● Task directions:
Look through the data that follows and copy each line with the string "میعاد".

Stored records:
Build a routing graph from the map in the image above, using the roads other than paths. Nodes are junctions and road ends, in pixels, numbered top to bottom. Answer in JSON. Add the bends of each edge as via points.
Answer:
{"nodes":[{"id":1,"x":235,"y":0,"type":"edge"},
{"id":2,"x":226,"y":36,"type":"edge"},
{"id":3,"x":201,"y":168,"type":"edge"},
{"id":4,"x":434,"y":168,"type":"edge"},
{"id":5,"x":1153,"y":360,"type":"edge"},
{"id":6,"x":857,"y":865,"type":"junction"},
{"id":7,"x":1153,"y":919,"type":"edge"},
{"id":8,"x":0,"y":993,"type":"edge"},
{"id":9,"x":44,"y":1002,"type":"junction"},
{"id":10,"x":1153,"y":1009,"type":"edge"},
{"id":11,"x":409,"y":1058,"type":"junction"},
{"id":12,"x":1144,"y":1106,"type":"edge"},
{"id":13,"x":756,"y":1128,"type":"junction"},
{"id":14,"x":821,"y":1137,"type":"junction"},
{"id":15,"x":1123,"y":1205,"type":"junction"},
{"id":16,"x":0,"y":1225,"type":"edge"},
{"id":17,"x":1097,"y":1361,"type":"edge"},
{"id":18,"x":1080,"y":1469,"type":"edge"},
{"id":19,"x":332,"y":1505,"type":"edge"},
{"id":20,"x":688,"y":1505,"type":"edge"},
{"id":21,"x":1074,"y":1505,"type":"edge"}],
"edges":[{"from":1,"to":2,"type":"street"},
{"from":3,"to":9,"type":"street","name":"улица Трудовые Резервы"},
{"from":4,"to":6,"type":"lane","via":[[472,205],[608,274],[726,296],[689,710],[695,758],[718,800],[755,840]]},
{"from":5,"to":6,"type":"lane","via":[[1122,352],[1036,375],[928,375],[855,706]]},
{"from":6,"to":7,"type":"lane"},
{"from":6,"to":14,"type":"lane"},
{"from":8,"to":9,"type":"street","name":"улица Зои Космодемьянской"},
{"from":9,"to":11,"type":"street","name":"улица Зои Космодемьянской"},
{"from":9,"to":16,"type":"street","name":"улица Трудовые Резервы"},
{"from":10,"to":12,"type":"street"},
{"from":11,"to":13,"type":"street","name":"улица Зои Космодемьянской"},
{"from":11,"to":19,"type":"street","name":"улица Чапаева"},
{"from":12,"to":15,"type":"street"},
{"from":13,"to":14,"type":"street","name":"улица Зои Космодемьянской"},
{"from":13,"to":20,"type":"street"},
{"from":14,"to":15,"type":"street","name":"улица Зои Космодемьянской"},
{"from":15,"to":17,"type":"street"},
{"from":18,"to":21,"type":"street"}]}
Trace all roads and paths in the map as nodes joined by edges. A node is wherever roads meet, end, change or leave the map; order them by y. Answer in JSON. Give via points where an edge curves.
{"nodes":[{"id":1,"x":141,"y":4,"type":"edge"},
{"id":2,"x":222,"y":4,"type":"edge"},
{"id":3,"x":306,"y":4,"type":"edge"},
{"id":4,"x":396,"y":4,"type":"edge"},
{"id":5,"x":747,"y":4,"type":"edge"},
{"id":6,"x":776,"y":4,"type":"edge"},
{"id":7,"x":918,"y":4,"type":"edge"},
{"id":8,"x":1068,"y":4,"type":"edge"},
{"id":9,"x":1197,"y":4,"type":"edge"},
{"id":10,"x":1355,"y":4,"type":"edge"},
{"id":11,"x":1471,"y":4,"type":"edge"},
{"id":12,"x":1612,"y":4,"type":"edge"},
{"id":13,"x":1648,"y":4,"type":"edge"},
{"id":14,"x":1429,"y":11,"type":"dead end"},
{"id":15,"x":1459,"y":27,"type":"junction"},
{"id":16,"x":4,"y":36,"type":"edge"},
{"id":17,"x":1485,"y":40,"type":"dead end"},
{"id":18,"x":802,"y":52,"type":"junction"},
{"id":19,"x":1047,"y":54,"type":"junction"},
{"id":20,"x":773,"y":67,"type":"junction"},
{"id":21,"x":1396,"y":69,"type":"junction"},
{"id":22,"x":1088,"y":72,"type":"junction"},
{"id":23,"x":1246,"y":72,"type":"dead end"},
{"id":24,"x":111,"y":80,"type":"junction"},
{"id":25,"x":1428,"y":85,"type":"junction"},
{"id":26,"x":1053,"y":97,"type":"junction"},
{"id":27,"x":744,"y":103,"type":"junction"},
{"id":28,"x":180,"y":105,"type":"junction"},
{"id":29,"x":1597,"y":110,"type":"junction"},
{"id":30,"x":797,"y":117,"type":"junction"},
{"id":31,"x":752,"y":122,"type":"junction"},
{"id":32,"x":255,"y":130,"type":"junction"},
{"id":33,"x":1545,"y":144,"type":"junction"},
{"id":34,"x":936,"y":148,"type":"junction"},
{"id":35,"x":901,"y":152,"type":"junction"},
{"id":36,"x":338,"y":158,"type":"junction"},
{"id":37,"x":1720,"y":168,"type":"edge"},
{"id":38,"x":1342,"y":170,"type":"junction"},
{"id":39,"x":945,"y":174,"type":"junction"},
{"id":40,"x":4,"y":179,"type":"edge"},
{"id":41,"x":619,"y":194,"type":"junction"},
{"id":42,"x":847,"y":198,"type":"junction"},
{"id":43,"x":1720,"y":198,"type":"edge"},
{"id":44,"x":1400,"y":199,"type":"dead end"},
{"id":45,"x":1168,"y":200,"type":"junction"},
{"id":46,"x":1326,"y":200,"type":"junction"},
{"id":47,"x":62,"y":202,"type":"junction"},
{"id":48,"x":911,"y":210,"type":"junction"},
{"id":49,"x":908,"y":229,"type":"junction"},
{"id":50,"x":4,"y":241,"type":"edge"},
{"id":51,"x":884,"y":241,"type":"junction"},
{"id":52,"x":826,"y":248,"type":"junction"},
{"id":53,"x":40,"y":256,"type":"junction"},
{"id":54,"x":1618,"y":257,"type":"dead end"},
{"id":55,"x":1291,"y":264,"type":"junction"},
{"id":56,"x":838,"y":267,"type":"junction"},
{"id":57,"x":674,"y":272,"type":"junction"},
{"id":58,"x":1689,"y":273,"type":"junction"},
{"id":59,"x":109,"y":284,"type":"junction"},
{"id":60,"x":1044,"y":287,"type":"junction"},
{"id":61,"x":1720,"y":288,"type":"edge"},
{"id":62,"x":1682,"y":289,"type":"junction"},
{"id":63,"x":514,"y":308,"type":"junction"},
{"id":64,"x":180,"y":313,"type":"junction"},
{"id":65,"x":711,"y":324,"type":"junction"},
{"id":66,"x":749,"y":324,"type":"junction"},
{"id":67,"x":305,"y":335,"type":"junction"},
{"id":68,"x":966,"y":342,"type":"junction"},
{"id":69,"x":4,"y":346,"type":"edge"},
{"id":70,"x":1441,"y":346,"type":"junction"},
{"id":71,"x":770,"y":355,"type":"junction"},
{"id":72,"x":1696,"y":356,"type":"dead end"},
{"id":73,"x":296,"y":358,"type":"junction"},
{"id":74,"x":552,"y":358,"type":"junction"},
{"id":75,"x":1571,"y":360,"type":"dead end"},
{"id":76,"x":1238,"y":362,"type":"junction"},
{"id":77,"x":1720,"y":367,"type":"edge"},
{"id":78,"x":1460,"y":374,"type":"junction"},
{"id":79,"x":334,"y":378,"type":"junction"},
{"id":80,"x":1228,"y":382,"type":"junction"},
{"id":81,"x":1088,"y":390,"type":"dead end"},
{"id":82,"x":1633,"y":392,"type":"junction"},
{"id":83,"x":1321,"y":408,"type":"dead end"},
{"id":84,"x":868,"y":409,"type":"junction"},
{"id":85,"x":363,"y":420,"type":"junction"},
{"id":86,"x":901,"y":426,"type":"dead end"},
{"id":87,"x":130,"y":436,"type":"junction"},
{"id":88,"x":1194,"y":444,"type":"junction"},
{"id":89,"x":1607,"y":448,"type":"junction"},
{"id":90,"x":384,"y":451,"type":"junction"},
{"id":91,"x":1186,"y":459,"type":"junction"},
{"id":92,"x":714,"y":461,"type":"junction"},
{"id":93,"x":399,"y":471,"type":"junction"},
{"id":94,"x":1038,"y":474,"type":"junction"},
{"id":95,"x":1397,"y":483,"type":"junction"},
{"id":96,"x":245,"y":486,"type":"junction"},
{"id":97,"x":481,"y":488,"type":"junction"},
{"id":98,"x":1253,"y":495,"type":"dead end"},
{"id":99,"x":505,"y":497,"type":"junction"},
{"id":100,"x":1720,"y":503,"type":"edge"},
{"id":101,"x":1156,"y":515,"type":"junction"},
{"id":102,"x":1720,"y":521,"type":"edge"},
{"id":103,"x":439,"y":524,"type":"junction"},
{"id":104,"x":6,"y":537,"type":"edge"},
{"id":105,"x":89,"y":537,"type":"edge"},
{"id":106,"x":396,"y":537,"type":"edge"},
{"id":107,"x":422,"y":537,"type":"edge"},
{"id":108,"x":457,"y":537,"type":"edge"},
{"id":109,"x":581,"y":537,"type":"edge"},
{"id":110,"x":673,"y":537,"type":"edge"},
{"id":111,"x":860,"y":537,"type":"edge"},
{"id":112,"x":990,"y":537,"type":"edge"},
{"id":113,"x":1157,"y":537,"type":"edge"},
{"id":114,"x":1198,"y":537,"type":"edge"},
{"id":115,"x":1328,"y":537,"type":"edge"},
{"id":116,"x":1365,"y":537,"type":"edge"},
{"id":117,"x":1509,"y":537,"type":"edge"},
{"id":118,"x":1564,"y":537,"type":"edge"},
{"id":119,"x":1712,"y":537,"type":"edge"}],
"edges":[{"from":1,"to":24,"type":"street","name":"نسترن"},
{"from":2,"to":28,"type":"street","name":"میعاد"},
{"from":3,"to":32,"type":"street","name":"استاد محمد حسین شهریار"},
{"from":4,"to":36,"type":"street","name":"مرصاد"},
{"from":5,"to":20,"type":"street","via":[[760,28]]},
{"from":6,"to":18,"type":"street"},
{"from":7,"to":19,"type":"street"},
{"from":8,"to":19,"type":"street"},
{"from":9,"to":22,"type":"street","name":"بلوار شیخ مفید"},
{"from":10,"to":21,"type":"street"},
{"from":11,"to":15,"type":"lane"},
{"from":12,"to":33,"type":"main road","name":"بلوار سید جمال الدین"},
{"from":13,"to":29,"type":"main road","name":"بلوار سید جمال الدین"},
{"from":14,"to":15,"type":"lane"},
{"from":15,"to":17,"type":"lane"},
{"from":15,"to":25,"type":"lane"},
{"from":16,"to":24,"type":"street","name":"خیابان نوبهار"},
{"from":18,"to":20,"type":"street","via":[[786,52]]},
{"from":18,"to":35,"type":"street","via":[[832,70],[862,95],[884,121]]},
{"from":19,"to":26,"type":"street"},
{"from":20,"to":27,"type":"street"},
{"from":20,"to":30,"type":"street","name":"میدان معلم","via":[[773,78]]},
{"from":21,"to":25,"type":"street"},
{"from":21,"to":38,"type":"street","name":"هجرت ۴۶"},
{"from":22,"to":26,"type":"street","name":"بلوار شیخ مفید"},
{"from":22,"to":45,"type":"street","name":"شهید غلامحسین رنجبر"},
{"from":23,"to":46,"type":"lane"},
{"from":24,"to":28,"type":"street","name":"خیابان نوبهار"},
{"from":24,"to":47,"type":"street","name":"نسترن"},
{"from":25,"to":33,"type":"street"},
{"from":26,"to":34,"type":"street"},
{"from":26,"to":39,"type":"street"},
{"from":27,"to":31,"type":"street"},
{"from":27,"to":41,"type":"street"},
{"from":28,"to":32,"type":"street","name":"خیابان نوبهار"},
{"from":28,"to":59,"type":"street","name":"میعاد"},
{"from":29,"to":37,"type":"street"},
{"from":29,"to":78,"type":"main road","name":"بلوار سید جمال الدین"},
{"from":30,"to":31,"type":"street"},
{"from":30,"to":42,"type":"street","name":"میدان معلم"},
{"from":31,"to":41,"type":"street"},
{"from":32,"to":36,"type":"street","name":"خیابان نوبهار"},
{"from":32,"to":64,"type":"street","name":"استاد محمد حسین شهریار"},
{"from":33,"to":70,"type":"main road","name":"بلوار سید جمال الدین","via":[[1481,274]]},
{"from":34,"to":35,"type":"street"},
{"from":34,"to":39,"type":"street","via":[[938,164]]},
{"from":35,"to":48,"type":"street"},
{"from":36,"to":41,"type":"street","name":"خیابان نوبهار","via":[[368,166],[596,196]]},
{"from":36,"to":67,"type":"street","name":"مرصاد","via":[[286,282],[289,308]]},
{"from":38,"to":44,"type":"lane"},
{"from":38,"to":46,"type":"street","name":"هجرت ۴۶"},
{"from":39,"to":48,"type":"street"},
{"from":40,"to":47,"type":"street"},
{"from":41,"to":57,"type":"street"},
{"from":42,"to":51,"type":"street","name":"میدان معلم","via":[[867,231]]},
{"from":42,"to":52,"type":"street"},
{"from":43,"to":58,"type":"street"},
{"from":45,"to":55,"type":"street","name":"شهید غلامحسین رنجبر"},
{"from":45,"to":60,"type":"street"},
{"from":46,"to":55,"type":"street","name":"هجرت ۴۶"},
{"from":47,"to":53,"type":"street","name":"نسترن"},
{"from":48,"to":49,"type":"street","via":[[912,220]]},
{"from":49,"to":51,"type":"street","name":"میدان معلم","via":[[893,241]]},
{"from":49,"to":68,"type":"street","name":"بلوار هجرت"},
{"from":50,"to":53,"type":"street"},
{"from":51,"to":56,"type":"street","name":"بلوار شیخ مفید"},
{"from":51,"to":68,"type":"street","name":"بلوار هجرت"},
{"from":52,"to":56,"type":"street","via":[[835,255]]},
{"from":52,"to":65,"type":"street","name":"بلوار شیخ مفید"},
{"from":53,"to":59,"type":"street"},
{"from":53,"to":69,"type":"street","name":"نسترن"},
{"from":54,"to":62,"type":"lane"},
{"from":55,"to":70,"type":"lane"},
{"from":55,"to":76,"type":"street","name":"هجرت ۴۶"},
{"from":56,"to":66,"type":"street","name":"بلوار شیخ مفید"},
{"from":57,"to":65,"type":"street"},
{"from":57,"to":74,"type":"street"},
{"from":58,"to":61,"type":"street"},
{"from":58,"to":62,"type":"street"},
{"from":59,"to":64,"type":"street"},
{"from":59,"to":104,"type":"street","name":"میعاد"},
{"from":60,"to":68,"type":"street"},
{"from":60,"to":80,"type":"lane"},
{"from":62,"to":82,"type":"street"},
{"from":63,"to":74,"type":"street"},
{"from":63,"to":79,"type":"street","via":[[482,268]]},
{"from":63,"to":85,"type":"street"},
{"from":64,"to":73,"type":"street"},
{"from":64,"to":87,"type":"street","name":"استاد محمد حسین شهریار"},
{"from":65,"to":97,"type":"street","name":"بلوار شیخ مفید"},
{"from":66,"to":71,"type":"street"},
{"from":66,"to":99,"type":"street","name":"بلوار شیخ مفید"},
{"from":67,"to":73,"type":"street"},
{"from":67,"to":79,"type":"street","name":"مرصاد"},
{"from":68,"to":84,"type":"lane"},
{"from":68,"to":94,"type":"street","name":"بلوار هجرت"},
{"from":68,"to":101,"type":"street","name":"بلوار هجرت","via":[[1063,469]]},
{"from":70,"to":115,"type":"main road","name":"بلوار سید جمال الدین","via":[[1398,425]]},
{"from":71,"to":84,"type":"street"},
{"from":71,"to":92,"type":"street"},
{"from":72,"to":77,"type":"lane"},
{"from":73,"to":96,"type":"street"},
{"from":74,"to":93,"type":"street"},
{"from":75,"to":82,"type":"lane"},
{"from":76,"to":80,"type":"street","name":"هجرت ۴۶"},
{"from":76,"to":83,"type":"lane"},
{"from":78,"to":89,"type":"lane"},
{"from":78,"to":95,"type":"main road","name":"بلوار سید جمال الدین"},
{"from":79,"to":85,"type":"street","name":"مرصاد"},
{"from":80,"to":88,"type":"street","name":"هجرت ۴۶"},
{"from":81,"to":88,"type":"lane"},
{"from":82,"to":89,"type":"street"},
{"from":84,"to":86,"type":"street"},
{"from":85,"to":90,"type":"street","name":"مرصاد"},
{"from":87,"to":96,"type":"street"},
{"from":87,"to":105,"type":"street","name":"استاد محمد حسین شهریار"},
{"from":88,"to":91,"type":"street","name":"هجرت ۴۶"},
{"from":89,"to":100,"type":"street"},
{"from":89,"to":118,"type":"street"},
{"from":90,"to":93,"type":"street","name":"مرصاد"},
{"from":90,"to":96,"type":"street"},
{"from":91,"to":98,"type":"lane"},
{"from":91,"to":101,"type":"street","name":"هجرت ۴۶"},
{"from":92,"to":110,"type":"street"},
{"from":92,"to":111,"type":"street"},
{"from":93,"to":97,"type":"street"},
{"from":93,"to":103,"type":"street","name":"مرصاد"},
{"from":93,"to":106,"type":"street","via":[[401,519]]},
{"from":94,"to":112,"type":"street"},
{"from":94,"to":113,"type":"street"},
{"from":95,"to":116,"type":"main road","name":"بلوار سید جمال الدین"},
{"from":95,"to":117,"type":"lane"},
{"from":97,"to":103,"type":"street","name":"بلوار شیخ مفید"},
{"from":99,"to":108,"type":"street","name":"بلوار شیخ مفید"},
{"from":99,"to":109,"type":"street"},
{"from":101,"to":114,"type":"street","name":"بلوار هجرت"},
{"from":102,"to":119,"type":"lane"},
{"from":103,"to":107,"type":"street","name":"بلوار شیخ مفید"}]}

● Result for this task:
{"from":2,"to":28,"type":"street","name":"میعاد"},
{"from":28,"to":59,"type":"street","name":"میعاد"},
{"from":59,"to":104,"type":"street","name":"میعاد"},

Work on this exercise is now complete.